Stored data entries
================================

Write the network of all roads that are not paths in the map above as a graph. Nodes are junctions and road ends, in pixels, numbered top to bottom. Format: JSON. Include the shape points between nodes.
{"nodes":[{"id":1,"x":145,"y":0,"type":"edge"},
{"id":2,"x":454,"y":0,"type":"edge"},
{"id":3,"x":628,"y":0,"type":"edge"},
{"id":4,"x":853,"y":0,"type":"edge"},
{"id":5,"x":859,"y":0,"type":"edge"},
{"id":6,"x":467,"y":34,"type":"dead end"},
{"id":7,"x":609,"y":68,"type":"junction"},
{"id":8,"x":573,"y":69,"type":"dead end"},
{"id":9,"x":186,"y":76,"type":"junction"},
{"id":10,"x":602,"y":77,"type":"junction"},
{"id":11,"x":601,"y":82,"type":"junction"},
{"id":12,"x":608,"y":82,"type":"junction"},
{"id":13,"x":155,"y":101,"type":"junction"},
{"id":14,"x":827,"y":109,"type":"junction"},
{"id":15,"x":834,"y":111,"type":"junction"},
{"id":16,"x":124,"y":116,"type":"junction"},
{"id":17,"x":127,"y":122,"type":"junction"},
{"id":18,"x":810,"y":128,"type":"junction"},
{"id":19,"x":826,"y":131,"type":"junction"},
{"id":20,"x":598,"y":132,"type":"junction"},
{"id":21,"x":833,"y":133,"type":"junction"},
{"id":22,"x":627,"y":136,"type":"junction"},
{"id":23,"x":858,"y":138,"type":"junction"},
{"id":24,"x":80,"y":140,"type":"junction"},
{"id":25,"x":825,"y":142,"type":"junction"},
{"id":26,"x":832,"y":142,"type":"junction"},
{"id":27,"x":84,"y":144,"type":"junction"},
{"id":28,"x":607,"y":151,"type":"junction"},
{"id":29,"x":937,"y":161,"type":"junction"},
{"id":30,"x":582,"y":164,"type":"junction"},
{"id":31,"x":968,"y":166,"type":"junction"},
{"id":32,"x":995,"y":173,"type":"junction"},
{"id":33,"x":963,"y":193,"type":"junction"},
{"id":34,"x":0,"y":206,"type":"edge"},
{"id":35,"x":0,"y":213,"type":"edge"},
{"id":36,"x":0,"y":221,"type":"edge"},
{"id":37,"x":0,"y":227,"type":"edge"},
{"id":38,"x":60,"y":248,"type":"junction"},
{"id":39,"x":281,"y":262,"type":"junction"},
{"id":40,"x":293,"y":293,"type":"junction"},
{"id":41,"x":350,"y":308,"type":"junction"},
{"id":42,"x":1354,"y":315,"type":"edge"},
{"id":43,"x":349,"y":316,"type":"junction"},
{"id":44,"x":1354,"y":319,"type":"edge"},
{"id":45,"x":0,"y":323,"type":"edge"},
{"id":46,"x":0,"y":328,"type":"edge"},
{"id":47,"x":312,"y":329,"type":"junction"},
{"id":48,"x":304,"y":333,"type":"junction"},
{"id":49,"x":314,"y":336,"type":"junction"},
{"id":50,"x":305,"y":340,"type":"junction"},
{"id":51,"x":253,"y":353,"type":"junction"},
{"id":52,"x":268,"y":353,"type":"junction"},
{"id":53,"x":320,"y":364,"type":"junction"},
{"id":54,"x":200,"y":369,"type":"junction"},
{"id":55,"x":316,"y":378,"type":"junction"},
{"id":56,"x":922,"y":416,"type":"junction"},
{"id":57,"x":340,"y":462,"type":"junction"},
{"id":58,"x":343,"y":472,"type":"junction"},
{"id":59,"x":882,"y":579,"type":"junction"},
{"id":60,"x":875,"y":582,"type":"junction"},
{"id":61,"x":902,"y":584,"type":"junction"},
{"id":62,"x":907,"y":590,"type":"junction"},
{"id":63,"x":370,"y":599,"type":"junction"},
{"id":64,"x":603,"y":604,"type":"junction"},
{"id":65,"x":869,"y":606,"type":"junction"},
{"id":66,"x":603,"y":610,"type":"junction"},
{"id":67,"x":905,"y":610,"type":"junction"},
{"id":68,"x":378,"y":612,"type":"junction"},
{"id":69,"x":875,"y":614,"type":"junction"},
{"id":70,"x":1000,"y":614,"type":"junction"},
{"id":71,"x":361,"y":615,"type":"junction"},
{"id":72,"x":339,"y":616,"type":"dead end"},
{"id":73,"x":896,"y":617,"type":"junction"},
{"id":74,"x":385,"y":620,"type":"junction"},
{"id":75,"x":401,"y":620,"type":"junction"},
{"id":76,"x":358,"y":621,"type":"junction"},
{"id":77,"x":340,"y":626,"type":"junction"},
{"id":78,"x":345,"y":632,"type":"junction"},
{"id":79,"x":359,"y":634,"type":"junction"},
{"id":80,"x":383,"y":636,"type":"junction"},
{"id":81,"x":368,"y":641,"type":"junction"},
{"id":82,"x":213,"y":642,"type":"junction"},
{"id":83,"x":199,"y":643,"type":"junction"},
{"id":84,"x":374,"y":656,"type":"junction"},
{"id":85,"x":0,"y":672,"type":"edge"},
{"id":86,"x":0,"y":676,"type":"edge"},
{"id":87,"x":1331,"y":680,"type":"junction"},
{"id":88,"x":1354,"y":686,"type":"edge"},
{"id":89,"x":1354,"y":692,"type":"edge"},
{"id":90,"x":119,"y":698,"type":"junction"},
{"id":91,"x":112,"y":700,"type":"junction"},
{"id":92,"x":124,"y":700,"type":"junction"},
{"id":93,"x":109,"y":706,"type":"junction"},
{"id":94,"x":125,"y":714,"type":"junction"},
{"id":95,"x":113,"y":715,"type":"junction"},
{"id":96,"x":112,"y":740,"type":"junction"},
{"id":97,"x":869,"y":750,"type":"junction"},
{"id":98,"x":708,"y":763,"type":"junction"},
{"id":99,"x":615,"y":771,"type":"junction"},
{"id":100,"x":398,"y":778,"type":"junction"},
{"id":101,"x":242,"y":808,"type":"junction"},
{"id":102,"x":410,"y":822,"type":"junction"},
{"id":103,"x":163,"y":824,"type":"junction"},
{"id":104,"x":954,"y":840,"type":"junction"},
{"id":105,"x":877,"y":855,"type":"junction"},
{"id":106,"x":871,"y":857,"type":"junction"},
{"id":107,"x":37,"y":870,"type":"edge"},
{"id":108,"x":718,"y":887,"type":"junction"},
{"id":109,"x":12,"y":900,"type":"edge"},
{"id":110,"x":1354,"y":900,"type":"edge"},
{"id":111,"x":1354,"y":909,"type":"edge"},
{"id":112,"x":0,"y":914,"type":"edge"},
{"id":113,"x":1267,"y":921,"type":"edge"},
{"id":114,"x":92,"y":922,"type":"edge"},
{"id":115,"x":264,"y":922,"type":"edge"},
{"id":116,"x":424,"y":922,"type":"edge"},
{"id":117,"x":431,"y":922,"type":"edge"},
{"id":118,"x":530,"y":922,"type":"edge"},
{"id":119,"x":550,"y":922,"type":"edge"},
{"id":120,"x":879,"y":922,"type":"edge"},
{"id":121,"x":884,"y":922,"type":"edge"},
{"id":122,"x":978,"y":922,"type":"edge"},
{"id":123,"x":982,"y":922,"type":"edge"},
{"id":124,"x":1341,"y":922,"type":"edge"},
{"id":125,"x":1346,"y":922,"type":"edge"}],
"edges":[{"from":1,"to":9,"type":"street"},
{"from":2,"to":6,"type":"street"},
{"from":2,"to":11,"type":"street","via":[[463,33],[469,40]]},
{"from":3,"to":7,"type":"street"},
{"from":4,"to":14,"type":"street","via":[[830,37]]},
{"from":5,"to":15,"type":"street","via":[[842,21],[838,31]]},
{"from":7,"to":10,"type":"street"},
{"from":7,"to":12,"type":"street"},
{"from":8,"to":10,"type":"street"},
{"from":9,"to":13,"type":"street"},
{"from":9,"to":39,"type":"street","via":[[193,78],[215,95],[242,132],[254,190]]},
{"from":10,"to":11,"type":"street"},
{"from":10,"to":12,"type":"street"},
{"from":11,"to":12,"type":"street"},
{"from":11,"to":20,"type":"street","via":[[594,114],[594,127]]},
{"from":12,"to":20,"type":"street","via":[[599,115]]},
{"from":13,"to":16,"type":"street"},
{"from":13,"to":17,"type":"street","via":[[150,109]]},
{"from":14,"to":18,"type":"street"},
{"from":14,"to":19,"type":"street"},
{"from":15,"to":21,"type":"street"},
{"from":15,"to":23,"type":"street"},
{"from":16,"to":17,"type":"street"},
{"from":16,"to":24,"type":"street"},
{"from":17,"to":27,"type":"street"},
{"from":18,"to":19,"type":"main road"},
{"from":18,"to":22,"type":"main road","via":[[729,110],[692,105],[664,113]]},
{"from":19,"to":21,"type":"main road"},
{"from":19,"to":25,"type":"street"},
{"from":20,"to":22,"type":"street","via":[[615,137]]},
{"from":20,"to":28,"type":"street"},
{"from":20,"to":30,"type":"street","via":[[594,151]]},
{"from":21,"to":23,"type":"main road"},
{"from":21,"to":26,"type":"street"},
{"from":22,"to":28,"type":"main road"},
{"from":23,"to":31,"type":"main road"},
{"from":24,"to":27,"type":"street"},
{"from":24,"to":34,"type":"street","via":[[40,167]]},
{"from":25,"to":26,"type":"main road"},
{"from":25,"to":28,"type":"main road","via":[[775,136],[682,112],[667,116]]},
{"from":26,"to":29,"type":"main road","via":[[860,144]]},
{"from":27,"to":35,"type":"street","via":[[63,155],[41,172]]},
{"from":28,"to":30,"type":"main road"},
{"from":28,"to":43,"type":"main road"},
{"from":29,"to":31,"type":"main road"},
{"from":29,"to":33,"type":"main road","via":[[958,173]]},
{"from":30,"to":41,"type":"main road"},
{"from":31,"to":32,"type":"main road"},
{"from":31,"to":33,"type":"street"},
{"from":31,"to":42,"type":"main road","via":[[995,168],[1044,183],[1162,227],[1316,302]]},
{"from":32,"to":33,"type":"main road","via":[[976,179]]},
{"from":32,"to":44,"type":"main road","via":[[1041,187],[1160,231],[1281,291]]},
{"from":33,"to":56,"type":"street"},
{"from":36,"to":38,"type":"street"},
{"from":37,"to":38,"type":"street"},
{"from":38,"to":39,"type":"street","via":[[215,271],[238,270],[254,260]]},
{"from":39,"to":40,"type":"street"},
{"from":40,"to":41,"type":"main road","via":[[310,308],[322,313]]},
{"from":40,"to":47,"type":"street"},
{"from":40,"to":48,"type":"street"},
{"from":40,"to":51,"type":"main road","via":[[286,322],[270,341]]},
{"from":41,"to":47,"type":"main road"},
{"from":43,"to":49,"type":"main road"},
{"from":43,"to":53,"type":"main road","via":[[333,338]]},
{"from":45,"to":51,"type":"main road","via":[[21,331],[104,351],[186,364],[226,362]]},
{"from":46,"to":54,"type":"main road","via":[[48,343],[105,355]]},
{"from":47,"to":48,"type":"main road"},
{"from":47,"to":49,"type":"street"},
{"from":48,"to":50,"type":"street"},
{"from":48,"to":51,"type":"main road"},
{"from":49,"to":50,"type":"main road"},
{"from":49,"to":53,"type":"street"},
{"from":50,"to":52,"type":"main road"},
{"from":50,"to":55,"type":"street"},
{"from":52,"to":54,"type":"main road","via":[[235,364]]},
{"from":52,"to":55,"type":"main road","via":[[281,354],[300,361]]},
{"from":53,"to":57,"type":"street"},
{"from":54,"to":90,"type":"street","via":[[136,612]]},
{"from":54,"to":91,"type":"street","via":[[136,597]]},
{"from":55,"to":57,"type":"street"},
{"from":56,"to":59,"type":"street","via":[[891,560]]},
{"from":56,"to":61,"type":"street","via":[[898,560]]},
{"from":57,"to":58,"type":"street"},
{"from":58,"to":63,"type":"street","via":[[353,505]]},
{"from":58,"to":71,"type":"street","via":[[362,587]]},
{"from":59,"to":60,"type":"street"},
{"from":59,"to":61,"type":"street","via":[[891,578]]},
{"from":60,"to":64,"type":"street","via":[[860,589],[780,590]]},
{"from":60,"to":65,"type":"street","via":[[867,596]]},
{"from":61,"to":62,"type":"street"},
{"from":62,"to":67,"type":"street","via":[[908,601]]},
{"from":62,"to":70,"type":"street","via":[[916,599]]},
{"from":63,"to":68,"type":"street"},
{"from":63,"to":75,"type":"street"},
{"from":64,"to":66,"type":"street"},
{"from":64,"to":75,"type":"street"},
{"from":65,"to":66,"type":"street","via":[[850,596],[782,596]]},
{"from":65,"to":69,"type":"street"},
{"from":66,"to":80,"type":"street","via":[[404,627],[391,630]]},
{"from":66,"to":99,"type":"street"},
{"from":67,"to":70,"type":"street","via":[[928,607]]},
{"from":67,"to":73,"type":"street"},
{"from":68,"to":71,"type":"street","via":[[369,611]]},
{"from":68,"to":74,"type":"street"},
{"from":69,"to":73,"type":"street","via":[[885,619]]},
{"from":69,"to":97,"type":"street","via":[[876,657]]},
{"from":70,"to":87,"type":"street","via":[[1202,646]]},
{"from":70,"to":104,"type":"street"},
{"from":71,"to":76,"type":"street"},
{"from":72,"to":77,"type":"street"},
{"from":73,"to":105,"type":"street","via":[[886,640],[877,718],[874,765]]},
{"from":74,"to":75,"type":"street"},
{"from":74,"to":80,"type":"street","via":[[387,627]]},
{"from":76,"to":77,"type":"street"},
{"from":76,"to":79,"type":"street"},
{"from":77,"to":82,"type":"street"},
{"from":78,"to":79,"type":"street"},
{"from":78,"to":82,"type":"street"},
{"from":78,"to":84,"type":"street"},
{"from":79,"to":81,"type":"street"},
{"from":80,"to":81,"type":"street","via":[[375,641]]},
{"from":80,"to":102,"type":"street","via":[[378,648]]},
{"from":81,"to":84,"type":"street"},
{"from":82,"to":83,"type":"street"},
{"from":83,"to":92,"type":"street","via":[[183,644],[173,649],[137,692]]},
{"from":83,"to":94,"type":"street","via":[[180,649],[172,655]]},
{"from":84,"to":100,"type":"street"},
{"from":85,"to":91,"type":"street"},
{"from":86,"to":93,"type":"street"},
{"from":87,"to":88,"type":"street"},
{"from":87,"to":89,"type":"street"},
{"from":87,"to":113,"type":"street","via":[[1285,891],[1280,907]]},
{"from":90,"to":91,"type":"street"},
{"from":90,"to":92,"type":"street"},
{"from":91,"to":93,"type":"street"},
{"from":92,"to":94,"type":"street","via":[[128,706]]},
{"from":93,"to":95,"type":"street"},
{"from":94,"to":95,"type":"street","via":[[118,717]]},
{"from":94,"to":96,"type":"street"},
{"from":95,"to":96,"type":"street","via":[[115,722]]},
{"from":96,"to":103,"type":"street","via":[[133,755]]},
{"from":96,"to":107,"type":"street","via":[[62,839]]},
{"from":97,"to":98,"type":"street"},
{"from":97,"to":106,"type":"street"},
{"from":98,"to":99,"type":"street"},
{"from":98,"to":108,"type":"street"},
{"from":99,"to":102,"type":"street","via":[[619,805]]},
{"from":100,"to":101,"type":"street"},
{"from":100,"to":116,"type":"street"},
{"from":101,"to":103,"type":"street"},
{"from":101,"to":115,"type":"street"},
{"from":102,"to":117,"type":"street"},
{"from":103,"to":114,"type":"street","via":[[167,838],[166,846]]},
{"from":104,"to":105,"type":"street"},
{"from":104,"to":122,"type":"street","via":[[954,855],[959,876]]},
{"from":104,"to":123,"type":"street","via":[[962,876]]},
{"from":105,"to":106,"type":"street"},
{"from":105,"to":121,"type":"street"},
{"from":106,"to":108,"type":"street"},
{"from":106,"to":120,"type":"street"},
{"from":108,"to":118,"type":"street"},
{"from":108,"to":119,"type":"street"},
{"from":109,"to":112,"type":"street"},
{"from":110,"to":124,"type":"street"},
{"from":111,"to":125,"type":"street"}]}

================================

* ACTIVITY
Identify every line above with the string "nodes" in it. Copy those lines.

* OUTPUT
Write the network of all roads that are not paths in the map above as a graph. Nodes are junctions and road ends, in pixels, numbered top to bottom. Format: JSON. Include the shape points between nodes.
{"nodes":[{"id":1,"x":145,"y":0,"type":"edge"},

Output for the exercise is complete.